To negotiate capitation rates with payers, spine surgeons require access to reliable data on their own practice as well as the patient population negotiated within the plan. An understanding of the practice under FFS will help determine base revenue requirements to sustain the practice in a transition from an FFS to a capitation model. Once revenue requirements are understood, utilization-related expenses must be reviewed and calculated in order to determine the profit and loss to calculate a rate, which will provide the practice with a reasonable profit margin. This level of accounting will likely require professional financial advising and should not be performed independently. Legal counsel is recommended to assure contracts are specific to the negotiated ICD and CPT codes intended to be covered and that vagueness is eliminated. The CPT being capitated should be listed in contracts specifically and not in general language.
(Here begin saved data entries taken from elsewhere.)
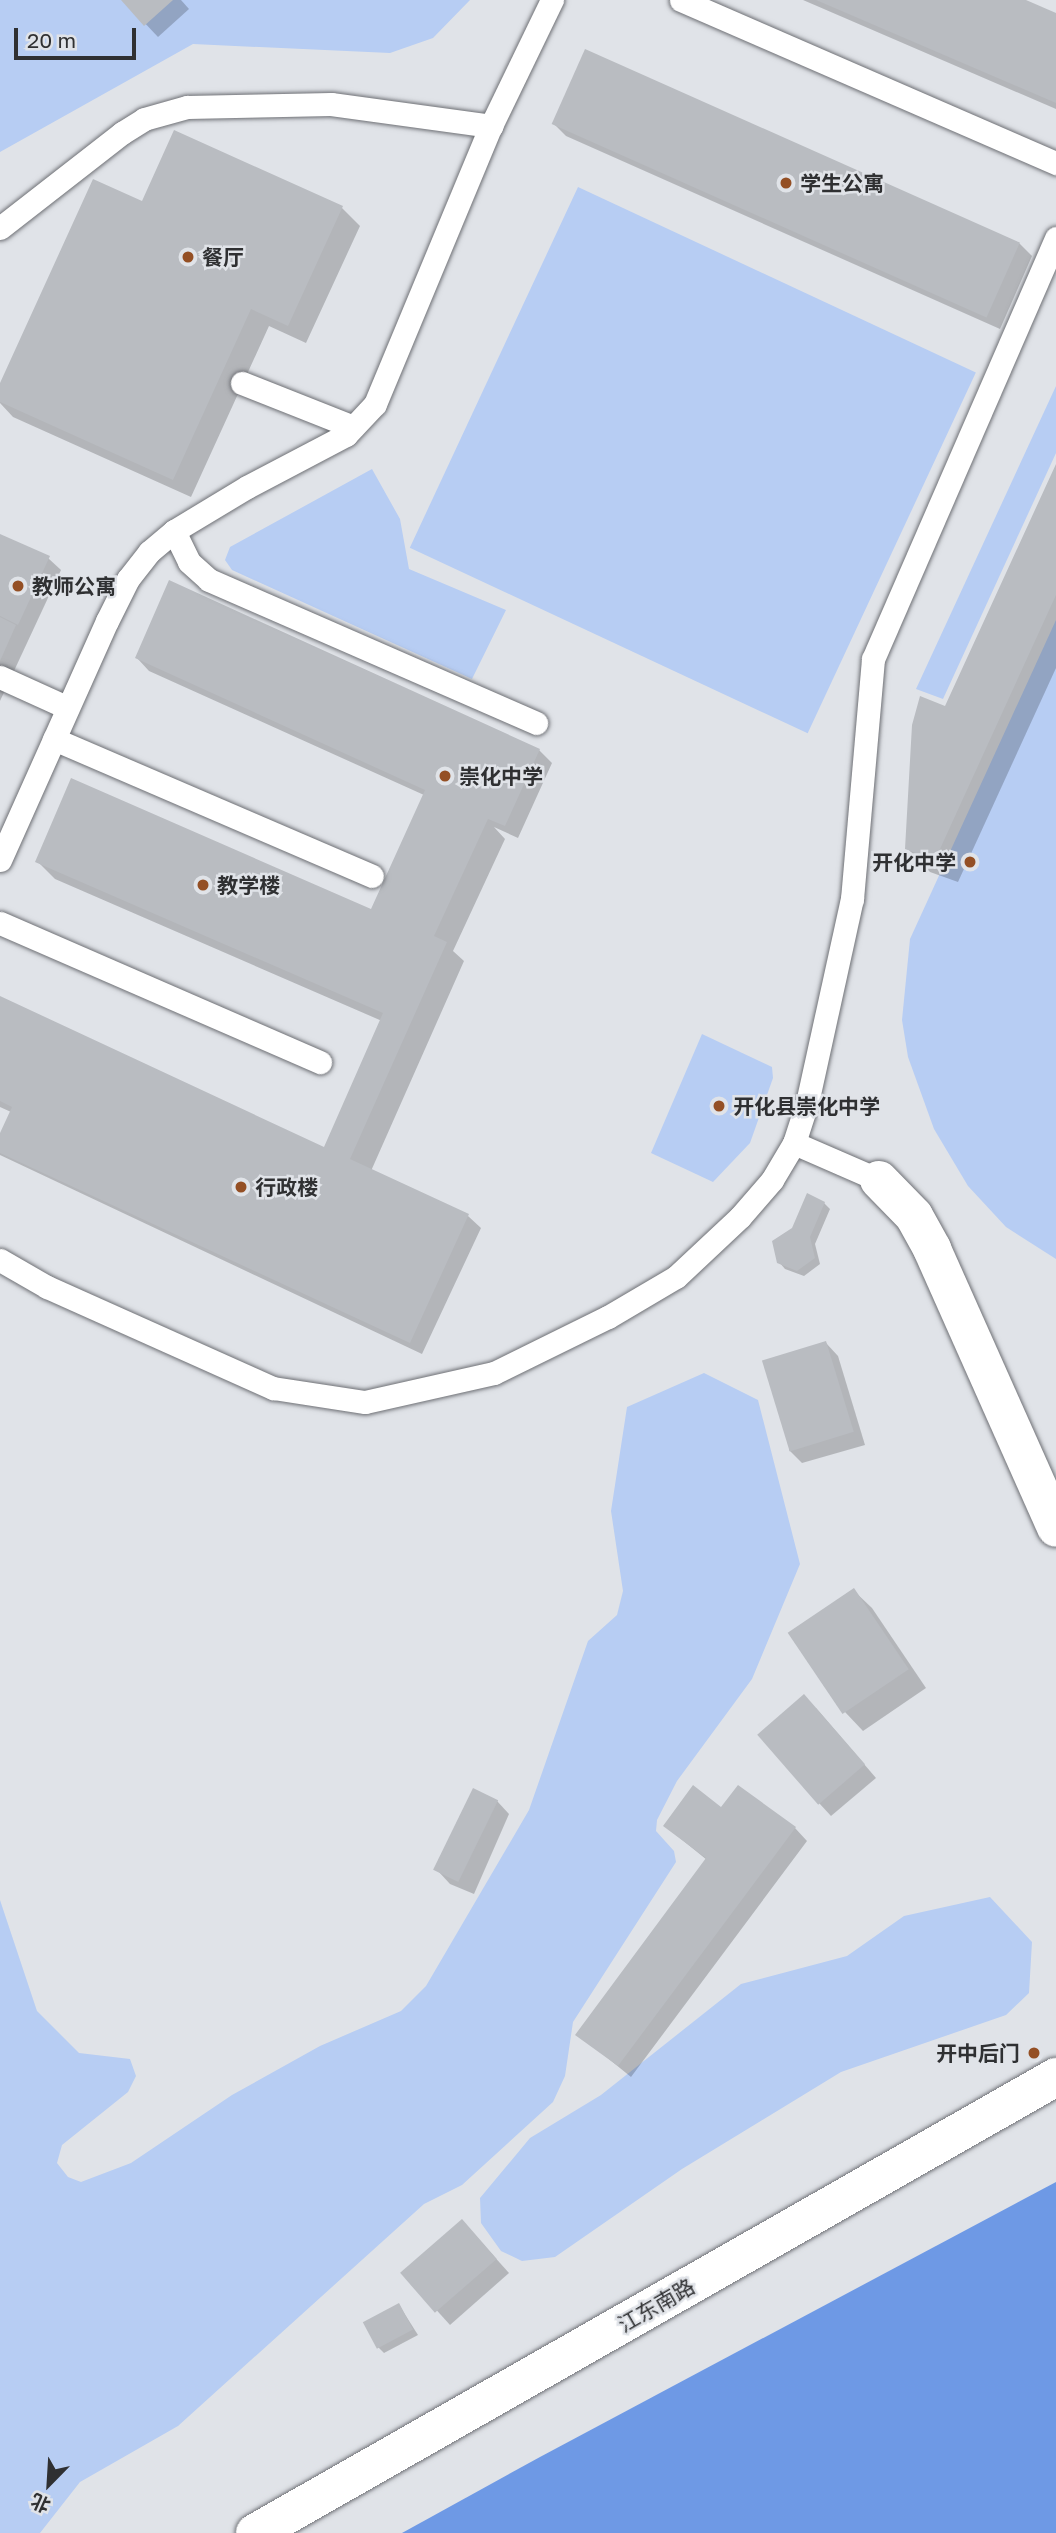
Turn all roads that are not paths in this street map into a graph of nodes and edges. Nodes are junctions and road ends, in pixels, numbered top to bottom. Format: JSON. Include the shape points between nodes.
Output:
{"nodes":[{"id":1,"x":552,"y":0,"type":"edge"},
{"id":2,"x":681,"y":0,"type":"edge"},
{"id":3,"x":491,"y":126,"type":"junction"},
{"id":4,"x":1056,"y":163,"type":"edge"},
{"id":5,"x":0,"y":228,"type":"edge"},
{"id":6,"x":1056,"y":238,"type":"edge"},
{"id":7,"x":242,"y":383,"type":"dead end"},
{"id":8,"x":353,"y":427,"type":"junction"},
{"id":9,"x":174,"y":531,"type":"junction"},
{"id":10,"x":0,"y":677,"type":"edge"},
{"id":11,"x":66,"y":707,"type":"junction"},
{"id":12,"x":536,"y":723,"type":"dead end"},
{"id":13,"x":54,"y":739,"type":"junction"},
{"id":14,"x":3,"y":847,"type":"edge"},
{"id":15,"x":372,"y":876,"type":"dead end"},
{"id":16,"x":0,"y":923,"type":"edge"},
{"id":17,"x":320,"y":1062,"type":"dead end"},
{"id":18,"x":794,"y":1143,"type":"junction"},
{"id":19,"x":879,"y":1180,"type":"joint"},
{"id":20,"x":0,"y":1260,"type":"edge"},
{"id":21,"x":1056,"y":1528,"type":"edge"},
{"id":22,"x":1056,"y":2077,"type":"edge"},
{"id":23,"x":255,"y":2533,"type":"edge"}],
"edges":[{"from":1,"to":3,"type":"lane"},
{"from":2,"to":4,"type":"lane"},
{"from":3,"to":5,"type":"lane","via":[[331,104],[187,107],[144,119],[122,133]]},
{"from":3,"to":8,"type":"lane","via":[[375,404]]},
{"from":6,"to":18,"type":"lane","via":[[873,659],[852,899]]},
{"from":7,"to":8,"type":"lane"},
{"from":8,"to":9,"type":"lane"},
{"from":9,"to":11,"type":"lane","via":[[128,579]]},
{"from":9,"to":12,"type":"lane","via":[[189,562],[209,580]]},
{"from":10,"to":11,"type":"lane"},
{"from":11,"to":13,"type":"lane"},
{"from":13,"to":14,"type":"lane"},
{"from":13,"to":15,"type":"lane"},
{"from":16,"to":17,"type":"lane"},
{"from":18,"to":19,"type":"lane"},
{"from":18,"to":20,"type":"lane","via":[[772,1180],[676,1277],[608,1317],[494,1373],[365,1402],[273,1388],[47,1287]]},
{"from":19,"to":21,"type":"street","via":[[914,1216],[932,1249]]},
{"from":22,"to":23,"type":"street","name":"江东南路"}]}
To understand the required expenses under a capitation plan, spine surgeons also need to better understand the population that will be covered under the capitated agreement. A thorough understanding of the demographics covered under the plan as well as expected utilization for the specific diagnoses and procedures under an FFS model for the preceding 2- to 5-year period will delineate a utilization scheme in the traditional FFS model and help guide expected utilization under a capitated system. Medicare and commercial capitation risks represent an important distinction when calculating utilization, where Medicare risk may be several times greater than commercial risk.
Consulting a contract specialist can help minimize ambiguous language in capitation contracts, which may result in undesirable terms. Carve-outs for CPT codes not covered by the capitated CPT codes are an example. Rare or highly resource and cost intensive codes may not be covered and require a carve-out by another provider (with or without capitation) or by the same spine surgeon (under a modified FFS contract for the specific CPT code). Moreover, understanding the number and specific diagnoses from other specialists that will be shifted to the negotiating surgeon is important for calculating revenue and expense under the capitated system. Patient dumping may be an undesirable by-product of vague capitated contract; flooding of patients from FFS providers to capitated providers due to poor contractual language can lead to an unsustainable practice.
Continuous monitoring of utilization rates and expenses is required once a capitated contract has been negotiated to allow for a sustainable and profitable practice. Given the fixed upfront payments in a capitated mode, the variable column in the profit and loss statement is the expense column. This is in contrast to an FFS model where an increase in the services or rate of reimbursement can offset expenses.